Support Questions

Find answers, ask questions, and share your expertise
Celebrating as our community reaches 100,000 members! Thank you!

What threshold we should keep to Rebalancing HDFS and make it finish quicker?



I want to rebalance cluster, but I am not sure how this threshold value is calculated?

What threshold I should keep to finish it quickly? I am not looking for a good balance right now. But one of our datanode is now over 80% used and we do want to reduce it to atleast 60% or 70%

Can you please tell me what threshold we should keep and how I can monitor HDFS balancing is finished or not in ambari?



Master Mentor

@Madhura Mhatre

The hdfs balancer utility that analyzes block placement and balances data across the DataNodes.
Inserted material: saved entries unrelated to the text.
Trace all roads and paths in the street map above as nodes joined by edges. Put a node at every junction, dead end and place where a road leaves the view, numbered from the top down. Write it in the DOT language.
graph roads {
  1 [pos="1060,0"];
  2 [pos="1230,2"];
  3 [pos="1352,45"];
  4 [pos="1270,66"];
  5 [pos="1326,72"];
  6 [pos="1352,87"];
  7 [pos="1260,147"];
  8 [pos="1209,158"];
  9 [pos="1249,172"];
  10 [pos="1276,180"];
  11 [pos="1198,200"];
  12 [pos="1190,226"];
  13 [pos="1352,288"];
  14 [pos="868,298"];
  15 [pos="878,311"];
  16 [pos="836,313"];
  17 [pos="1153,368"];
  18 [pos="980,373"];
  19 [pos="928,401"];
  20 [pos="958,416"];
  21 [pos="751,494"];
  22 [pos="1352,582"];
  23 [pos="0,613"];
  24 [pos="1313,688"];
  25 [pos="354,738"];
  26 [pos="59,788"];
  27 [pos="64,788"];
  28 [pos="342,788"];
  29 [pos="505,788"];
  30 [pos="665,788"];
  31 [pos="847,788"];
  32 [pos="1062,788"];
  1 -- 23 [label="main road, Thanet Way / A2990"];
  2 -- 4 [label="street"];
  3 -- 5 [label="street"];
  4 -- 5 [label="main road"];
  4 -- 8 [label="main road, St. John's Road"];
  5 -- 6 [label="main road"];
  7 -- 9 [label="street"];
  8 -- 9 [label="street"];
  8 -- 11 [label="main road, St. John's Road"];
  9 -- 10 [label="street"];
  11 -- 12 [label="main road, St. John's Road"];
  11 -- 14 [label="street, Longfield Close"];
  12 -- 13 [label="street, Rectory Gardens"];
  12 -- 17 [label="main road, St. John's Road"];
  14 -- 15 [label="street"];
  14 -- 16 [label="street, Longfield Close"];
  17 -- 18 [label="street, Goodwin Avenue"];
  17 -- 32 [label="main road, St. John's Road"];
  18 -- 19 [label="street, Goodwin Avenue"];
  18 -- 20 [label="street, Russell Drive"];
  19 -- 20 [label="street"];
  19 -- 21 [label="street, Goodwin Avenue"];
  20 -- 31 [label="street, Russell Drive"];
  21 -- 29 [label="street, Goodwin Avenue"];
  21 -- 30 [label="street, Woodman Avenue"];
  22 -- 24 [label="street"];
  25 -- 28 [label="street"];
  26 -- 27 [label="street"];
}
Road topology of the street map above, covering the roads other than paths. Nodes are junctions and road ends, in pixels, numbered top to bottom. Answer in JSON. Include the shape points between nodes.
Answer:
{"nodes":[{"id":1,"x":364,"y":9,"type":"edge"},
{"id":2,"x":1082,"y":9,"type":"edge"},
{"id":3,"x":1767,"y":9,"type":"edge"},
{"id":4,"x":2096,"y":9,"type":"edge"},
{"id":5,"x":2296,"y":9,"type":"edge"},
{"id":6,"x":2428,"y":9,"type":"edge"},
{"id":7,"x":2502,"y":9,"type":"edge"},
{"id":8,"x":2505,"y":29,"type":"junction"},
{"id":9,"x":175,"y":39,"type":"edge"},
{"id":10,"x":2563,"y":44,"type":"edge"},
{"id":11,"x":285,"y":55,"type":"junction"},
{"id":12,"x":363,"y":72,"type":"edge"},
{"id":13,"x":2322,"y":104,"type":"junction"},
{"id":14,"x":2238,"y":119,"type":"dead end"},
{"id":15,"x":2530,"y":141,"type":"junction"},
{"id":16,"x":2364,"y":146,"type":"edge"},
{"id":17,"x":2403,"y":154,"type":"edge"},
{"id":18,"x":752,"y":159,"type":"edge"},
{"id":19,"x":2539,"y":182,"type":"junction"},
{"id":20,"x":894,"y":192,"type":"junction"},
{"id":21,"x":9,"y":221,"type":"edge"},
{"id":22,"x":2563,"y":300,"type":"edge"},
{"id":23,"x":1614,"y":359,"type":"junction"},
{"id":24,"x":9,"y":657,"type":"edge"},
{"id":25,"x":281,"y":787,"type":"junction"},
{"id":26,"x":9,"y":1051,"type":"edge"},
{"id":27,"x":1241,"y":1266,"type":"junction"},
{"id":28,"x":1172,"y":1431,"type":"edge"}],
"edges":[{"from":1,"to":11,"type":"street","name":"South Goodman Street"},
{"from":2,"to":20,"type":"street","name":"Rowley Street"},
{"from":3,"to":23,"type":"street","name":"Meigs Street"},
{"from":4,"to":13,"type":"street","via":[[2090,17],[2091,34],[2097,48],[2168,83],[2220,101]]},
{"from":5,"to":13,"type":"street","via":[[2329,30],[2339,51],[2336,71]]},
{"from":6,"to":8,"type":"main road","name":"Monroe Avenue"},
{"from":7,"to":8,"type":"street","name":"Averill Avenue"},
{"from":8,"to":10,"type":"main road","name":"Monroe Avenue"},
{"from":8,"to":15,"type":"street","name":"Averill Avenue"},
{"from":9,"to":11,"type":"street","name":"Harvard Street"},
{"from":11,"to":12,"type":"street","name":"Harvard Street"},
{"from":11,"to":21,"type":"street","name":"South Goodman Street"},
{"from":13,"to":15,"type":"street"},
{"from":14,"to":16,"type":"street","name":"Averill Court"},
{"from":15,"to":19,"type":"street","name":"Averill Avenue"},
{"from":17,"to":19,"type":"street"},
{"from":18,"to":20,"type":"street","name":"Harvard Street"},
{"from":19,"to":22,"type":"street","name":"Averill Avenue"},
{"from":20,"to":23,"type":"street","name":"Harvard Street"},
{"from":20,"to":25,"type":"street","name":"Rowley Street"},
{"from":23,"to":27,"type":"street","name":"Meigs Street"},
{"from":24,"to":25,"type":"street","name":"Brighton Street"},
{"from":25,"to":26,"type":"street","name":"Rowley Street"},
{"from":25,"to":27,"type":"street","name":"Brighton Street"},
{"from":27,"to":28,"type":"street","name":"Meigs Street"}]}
The balancer moves blocks until the cluster is deemed to be balanced.

A threshold parameter is a float number between 0 and 100 (12.5 for instance). From the average cluster utilization (about 50% in the graph below), the balancer process will try to converge all data nodes' usage in the range [average - threshold, average + threshold]. In the current example:
- Higher (average + threshold): 60% if run with the default threshold (10%)
- Lower (average - threshold): 40%

You can easily notice that the smaller your threshold, the more balanced your data nodes will be. For very small threshold, the cluster may not be able to reach the balanced state if other clients concurrently write and delete data in the cluster.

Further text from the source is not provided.